L'agenda si apre con due apgine riservate al numero verde contro al tratta e
proposte dal Comune di Perugia (assessorato alle politiche sociali); anche a
tale motivo riteniamo che l'agenda possa rappresentare uno strumento utile
di avvicinamento delle giovani vittime della tratta, ma anche di chiunque
altra volesse aprire un rapporto positivo con le strutture.
Redazione: Marcella Bravetti, presidente del Comitato internazionale 8
marzo; Tiziana Boirivant, grafica; Filippina Bubbo, studentessa di scienze
della comunicazione; Marina Toschi, ginecologa, consigliera regionale di
parita'; Francesca Utzeri, laureata in filosofia.

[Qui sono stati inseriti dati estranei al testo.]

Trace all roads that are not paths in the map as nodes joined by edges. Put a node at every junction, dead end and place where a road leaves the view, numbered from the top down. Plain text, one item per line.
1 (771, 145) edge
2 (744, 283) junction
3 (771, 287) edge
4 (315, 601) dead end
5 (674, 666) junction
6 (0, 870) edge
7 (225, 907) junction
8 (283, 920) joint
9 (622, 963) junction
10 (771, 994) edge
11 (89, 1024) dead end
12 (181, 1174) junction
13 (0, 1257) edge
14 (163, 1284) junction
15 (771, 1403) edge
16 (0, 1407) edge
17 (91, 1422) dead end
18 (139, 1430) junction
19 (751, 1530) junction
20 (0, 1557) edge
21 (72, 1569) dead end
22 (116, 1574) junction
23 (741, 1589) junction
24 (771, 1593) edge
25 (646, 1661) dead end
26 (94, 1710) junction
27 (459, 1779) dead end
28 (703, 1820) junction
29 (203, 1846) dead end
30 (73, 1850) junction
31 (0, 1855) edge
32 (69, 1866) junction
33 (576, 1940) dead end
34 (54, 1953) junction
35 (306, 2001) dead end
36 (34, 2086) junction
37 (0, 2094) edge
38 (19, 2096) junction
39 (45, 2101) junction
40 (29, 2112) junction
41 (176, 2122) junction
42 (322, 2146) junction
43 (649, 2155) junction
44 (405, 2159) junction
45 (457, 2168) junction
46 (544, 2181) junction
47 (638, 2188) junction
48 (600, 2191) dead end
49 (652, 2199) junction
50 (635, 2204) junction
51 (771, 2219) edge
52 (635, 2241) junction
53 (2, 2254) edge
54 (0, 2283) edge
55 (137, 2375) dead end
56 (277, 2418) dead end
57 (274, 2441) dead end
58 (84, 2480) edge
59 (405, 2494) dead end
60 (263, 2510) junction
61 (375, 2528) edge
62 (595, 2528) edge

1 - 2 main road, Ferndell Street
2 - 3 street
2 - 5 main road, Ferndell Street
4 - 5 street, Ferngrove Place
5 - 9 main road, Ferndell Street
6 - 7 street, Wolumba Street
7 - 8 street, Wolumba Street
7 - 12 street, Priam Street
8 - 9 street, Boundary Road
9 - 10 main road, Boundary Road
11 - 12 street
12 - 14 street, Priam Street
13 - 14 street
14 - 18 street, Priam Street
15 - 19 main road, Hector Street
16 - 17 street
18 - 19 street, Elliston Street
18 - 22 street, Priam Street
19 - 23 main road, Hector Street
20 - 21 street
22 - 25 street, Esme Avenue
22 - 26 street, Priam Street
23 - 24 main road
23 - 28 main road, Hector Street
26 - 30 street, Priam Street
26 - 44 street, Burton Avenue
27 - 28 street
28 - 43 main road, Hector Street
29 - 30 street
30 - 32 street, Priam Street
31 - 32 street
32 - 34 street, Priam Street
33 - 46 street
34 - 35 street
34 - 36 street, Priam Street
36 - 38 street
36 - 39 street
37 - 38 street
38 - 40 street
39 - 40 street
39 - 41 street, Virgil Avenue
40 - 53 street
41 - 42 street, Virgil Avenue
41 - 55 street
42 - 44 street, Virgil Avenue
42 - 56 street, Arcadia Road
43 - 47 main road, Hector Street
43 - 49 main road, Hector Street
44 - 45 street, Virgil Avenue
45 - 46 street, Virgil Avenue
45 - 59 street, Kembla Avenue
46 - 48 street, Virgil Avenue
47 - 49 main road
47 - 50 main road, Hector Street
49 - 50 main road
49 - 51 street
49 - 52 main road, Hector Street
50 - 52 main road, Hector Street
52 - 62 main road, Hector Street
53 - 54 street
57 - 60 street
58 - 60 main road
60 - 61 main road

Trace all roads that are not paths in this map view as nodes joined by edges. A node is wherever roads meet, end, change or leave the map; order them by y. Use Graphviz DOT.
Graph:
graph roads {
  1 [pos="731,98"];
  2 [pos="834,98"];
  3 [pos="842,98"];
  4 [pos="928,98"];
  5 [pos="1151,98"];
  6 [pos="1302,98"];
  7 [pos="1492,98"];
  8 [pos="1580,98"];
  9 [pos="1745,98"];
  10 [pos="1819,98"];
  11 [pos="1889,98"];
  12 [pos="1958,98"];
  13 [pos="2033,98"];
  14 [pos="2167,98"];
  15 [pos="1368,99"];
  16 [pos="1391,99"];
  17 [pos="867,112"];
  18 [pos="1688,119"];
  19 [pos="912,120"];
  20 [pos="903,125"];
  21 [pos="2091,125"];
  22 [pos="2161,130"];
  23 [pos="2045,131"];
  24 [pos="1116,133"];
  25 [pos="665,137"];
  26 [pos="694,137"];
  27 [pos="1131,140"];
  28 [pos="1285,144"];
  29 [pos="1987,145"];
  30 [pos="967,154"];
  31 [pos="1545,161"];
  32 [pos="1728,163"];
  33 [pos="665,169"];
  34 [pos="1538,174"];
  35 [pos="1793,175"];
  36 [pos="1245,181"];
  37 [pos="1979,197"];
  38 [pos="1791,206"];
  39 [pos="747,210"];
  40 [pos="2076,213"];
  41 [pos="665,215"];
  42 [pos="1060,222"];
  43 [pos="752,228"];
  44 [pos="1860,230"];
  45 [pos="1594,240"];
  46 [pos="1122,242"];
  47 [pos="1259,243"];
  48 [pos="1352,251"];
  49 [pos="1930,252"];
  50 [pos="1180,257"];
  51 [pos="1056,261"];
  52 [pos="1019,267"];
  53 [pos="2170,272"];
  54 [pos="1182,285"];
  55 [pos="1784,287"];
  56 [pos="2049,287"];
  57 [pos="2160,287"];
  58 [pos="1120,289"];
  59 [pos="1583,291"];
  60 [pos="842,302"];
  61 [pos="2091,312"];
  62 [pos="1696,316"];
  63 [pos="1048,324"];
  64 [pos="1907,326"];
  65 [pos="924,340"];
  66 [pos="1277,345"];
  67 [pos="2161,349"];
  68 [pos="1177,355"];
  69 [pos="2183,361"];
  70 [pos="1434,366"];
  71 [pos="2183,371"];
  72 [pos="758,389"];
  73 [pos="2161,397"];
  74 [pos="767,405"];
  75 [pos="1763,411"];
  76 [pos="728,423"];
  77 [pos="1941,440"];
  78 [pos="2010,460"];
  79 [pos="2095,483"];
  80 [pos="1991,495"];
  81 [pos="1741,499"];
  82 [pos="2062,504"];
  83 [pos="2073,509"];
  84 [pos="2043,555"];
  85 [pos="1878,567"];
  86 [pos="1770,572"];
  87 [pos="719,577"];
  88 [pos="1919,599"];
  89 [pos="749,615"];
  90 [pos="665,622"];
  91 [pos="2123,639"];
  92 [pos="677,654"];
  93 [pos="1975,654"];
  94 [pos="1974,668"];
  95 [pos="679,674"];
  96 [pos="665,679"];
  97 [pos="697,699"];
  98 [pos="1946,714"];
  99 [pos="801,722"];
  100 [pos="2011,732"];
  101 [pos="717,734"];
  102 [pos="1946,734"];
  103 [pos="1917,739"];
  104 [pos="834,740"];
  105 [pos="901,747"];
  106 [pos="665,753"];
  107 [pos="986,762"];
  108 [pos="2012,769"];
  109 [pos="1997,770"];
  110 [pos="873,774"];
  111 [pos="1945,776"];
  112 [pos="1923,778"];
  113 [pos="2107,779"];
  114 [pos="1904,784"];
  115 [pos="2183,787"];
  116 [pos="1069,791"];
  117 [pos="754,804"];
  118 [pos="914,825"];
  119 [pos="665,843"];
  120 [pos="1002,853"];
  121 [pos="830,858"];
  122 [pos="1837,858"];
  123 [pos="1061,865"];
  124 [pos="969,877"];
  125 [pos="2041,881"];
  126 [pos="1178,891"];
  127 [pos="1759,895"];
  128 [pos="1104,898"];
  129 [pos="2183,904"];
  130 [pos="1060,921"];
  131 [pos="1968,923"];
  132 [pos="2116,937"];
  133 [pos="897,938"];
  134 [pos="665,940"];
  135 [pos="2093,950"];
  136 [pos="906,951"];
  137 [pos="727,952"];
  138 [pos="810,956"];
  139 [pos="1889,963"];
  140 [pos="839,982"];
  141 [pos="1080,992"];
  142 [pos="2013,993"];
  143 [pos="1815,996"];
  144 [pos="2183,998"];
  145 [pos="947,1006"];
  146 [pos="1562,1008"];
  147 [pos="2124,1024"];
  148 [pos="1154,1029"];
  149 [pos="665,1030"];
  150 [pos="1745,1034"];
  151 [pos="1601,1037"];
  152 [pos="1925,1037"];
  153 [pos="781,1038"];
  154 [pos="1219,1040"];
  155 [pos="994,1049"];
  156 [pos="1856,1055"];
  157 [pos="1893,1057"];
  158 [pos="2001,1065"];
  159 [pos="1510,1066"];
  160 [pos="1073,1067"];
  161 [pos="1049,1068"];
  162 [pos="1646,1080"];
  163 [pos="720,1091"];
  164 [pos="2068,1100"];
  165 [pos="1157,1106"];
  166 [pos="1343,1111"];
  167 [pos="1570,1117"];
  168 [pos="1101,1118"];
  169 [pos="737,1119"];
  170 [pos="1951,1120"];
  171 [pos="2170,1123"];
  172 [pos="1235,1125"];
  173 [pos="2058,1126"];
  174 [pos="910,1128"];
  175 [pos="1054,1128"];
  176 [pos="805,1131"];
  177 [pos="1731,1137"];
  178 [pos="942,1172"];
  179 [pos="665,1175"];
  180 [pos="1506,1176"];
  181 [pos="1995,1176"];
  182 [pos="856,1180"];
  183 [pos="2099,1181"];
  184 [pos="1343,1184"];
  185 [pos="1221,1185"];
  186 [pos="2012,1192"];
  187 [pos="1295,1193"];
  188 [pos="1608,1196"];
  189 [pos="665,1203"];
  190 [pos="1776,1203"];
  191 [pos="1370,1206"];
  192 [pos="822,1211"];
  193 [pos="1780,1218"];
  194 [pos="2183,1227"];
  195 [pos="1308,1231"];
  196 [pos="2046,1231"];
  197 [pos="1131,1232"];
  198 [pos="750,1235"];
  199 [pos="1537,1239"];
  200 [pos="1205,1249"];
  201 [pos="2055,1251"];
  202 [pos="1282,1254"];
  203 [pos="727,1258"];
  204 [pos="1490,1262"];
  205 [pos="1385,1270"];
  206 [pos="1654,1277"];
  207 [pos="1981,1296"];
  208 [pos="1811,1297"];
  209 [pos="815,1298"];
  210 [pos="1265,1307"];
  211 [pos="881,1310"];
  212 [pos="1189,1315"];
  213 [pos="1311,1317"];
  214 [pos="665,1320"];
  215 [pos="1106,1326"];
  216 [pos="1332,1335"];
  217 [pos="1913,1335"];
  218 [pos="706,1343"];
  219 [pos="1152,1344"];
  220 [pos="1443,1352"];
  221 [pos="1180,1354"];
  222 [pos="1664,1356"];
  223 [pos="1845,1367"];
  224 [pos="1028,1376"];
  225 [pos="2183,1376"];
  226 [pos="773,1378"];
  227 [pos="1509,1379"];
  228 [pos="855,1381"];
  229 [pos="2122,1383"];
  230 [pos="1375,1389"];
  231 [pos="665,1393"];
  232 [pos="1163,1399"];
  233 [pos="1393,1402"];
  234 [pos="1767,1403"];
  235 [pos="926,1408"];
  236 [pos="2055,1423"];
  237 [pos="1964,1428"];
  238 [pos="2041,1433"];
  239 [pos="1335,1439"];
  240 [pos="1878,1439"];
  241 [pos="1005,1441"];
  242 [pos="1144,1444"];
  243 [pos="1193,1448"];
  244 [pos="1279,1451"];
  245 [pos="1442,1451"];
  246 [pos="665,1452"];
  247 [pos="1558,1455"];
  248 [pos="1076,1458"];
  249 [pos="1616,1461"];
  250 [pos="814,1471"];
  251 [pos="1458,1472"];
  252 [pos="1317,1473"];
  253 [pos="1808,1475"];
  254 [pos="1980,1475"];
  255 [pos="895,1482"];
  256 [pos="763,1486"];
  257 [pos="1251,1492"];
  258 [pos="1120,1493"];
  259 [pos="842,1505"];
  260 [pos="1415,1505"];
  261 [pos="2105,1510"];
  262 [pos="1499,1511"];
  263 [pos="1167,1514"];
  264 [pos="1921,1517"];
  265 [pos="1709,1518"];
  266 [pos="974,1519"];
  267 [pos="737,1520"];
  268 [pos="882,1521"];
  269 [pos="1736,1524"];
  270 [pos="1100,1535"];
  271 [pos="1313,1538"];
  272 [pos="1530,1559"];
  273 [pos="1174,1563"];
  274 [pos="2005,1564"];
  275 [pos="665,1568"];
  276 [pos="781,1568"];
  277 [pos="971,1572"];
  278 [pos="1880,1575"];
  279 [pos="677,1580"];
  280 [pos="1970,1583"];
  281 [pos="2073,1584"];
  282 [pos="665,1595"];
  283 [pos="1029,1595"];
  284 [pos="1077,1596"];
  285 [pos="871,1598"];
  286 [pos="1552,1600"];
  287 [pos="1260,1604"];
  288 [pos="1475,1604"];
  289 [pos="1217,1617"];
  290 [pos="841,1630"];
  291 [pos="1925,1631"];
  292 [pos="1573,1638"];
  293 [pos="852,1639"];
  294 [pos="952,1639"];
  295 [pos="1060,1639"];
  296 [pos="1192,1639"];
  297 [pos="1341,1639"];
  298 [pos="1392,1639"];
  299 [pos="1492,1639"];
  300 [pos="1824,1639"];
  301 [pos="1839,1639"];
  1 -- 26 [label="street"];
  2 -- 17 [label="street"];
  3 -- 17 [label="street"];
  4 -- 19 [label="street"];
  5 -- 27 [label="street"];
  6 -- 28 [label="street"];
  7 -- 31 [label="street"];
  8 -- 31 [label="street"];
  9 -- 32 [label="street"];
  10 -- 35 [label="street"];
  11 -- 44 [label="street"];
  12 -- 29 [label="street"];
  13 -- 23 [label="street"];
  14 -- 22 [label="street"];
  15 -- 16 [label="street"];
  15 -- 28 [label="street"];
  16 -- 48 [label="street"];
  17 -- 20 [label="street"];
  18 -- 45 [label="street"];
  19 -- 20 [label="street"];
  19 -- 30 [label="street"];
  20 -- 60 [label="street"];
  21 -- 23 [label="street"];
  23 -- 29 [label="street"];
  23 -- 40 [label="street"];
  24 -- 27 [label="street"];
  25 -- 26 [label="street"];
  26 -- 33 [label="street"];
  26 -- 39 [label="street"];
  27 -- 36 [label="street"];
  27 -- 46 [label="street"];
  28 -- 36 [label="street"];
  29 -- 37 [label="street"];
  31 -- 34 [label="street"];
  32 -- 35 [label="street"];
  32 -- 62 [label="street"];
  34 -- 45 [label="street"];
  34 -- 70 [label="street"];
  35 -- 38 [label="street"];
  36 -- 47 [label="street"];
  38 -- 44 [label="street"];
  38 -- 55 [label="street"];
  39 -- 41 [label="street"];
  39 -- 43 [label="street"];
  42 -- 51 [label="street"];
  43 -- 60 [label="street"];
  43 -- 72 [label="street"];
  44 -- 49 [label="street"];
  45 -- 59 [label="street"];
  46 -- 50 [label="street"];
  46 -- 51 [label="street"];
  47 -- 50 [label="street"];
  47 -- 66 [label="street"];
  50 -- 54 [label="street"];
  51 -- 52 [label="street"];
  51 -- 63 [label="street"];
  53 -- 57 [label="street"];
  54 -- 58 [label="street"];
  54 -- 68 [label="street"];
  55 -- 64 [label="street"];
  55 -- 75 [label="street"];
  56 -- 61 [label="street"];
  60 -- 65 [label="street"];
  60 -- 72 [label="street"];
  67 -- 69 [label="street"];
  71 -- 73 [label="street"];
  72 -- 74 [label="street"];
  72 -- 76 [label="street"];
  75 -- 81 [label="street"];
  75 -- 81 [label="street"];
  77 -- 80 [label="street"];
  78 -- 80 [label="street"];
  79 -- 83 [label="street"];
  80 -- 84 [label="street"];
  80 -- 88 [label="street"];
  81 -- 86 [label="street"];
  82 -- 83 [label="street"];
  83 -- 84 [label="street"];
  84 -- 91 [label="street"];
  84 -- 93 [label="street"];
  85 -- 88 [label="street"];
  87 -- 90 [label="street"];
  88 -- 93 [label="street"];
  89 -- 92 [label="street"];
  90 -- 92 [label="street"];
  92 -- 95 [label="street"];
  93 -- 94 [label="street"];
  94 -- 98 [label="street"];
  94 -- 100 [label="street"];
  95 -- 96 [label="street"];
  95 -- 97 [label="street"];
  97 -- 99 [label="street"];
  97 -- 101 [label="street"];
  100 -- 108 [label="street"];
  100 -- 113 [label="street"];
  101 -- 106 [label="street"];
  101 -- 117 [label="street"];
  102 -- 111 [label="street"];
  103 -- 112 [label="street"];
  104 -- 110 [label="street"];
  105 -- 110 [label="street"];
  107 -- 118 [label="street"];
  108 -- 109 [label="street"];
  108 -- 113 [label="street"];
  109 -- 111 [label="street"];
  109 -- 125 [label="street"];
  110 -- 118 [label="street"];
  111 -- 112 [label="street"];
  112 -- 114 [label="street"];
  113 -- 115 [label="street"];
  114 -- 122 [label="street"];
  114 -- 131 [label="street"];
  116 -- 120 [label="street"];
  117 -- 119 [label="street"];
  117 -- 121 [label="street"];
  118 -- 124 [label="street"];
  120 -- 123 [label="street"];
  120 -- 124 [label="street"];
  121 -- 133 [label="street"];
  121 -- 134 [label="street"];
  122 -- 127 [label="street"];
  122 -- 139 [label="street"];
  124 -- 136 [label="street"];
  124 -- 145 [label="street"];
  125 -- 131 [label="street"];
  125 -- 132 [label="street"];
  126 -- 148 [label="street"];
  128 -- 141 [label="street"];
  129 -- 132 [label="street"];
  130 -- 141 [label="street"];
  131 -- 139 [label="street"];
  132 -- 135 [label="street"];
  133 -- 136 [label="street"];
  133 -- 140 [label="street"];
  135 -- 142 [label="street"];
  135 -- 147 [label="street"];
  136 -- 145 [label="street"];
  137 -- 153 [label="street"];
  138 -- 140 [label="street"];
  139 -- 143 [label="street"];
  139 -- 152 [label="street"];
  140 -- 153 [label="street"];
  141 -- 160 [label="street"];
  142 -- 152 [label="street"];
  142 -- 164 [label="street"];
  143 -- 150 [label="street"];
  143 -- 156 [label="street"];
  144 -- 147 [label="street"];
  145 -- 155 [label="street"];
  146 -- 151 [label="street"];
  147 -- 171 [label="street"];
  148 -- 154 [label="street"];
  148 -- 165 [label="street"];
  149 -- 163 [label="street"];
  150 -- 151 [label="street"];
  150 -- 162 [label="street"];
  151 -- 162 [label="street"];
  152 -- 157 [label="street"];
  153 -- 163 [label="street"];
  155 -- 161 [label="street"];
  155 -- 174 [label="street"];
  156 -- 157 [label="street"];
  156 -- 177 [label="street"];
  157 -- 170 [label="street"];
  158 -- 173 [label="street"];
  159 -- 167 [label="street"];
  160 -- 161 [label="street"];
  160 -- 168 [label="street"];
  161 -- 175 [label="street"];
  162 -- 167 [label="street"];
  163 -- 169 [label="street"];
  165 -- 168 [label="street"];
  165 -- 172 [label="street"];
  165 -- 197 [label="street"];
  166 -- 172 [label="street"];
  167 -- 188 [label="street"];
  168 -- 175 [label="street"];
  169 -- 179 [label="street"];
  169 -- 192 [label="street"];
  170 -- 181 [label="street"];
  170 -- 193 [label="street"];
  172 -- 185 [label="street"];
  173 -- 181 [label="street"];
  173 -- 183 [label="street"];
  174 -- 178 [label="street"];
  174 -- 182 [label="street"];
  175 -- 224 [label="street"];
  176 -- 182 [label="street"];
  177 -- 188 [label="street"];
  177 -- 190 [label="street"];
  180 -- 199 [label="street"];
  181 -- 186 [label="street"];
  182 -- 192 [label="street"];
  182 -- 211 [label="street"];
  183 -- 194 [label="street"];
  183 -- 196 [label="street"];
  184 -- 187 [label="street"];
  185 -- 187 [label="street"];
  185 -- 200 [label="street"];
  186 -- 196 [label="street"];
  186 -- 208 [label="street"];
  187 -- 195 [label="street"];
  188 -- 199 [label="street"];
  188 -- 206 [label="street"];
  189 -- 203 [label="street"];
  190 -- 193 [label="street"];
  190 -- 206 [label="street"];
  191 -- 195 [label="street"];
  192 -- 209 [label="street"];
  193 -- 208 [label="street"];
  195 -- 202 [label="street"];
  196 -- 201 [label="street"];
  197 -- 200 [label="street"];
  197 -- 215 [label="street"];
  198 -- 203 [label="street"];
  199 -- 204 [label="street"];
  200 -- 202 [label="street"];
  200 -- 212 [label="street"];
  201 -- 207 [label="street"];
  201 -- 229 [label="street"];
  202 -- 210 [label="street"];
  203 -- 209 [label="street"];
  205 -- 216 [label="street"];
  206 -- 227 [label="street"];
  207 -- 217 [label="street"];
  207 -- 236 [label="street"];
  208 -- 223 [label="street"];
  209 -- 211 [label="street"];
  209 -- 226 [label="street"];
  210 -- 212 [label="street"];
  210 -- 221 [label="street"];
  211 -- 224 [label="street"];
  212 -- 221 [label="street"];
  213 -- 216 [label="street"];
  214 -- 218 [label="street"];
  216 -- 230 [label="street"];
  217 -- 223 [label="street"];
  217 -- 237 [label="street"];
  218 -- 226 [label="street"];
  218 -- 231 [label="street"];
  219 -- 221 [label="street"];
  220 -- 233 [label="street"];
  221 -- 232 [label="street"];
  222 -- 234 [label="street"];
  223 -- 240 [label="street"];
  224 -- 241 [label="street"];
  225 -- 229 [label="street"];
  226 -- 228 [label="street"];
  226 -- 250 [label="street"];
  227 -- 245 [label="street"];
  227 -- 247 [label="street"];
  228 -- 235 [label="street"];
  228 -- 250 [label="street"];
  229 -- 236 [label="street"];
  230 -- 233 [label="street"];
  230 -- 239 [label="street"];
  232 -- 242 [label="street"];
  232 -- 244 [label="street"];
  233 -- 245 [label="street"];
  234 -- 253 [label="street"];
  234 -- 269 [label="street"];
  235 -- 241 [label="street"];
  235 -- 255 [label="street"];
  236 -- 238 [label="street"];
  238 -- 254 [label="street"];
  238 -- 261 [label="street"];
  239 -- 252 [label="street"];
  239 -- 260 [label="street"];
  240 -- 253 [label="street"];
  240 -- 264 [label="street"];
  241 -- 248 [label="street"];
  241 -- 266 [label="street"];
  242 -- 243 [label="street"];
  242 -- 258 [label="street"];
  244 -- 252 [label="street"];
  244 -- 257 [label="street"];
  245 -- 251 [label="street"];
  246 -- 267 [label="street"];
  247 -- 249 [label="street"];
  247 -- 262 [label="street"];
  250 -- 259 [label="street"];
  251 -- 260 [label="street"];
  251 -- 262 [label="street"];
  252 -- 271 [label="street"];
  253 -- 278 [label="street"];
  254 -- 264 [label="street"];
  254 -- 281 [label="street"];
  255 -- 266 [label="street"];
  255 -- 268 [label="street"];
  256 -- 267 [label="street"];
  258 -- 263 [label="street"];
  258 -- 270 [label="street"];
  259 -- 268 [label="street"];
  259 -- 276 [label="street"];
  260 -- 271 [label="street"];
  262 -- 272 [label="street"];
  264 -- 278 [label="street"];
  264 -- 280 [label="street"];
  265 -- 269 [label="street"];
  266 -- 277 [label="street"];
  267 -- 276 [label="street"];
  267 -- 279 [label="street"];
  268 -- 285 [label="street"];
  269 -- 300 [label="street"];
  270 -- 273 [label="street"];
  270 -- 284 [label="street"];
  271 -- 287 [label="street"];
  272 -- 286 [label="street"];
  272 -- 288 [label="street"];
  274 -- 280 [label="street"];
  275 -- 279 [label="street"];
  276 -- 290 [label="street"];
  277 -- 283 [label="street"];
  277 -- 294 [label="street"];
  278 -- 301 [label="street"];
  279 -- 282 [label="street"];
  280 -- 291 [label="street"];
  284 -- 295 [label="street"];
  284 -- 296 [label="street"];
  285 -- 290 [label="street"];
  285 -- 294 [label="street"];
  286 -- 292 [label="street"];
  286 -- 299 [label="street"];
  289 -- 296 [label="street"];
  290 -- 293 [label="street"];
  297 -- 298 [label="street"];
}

Edizioni del Comitato internazionale 8 marzo, via della viola 1, Perugia,
tel. e fax: 07542316. Formato agenda: 16,5 x 12; pp. 320; copertina rigida;
costo 9 euro; sconto 10% per ordini sopra 10 agende. Per rivenditori, e
organizzazioni che se ne fanno distributrici, sconto 30% (sspese di
spedizione ordinaria a nostro carico). Si invita pertanto a prenotare
sollecitamente evitando, come e' successo l'anno passato, l'esaurimento
delle copie.
Indirizzi: e-mail: donnemondo1@interfree.it; marcella1938@interfree.it; fax
07542316; sito:www.donnemondo.com.
Con l'occasione invio un caro saluto,
per il Comitato internazionale 8 marzo, Marcella Bravetti
9. RIVISTE. SOMMARIO E AUTORI DEL N. 1 DI "QUADERNI SATYAGRAHA"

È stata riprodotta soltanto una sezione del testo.